══ SUPPLIED DATA

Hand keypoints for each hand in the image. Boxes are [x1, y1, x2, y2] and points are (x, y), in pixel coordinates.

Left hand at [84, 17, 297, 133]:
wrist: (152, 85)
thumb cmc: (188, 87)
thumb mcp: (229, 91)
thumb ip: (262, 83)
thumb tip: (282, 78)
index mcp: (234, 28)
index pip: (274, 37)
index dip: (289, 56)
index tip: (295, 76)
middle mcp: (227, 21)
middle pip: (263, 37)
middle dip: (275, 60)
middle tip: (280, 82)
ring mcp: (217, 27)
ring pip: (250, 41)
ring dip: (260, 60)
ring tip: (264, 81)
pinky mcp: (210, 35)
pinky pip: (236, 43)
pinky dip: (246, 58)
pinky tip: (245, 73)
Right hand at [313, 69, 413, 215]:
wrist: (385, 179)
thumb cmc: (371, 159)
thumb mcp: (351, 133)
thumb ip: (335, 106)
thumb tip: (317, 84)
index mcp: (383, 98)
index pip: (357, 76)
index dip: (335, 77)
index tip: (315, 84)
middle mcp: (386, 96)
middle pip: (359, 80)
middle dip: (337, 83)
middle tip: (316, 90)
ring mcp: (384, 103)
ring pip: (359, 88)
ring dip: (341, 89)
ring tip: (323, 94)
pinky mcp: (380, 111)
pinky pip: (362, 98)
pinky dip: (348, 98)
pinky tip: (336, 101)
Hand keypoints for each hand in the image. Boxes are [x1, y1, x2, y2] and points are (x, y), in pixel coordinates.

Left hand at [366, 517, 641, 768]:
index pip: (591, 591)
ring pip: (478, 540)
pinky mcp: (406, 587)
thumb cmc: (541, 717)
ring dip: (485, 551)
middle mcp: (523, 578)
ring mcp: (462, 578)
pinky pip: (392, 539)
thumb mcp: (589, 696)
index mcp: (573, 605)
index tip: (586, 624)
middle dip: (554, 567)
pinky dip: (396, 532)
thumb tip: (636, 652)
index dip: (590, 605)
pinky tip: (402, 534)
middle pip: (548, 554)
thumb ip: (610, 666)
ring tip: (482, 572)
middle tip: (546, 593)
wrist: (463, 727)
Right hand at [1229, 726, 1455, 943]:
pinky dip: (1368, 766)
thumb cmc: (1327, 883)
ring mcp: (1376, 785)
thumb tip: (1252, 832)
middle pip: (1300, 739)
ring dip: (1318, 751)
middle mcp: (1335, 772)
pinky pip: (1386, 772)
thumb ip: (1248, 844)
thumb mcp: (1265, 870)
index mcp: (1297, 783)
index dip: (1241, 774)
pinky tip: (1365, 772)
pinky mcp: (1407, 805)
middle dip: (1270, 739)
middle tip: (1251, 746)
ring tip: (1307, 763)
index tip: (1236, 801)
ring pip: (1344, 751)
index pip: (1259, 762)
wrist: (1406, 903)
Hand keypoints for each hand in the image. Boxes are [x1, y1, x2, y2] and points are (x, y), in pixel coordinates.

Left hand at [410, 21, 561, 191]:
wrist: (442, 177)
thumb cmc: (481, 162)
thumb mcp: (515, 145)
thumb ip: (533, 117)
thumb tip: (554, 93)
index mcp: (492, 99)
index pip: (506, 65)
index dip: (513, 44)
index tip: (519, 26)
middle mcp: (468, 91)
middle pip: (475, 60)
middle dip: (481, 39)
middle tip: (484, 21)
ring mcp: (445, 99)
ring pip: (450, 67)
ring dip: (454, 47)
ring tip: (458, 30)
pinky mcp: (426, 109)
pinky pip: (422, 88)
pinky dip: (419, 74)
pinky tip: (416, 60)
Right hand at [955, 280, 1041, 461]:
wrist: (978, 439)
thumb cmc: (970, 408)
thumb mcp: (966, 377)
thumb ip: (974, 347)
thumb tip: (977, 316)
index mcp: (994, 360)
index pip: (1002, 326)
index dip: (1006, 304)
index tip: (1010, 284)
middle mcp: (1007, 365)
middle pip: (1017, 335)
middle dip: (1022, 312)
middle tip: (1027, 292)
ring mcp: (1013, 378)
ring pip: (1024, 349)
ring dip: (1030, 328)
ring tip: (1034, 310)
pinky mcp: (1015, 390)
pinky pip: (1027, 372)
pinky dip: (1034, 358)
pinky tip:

════

_WORK TASK_:
Look above for the line with "index dip: (289, 56)" and the line with "wrist: (385, 179)", and reproduce exactly those two lines plus every line between, nothing more.

_EXERCISE SOLUTION_:
index dip: (289, 56)
index tip: (295, 76)
middle mcp: (227, 21)
middle pip: (263, 37)
middle dip: (275, 60)
middle tip: (280, 82)
ring mcp: (217, 27)
ring pip: (250, 41)
ring dip: (260, 60)
ring tip: (264, 81)
pinky mcp: (210, 35)
pinky pip: (236, 43)
pinky dip: (246, 58)
pinky tip: (245, 73)
Right hand at [313, 69, 413, 215]:
wrist: (385, 179)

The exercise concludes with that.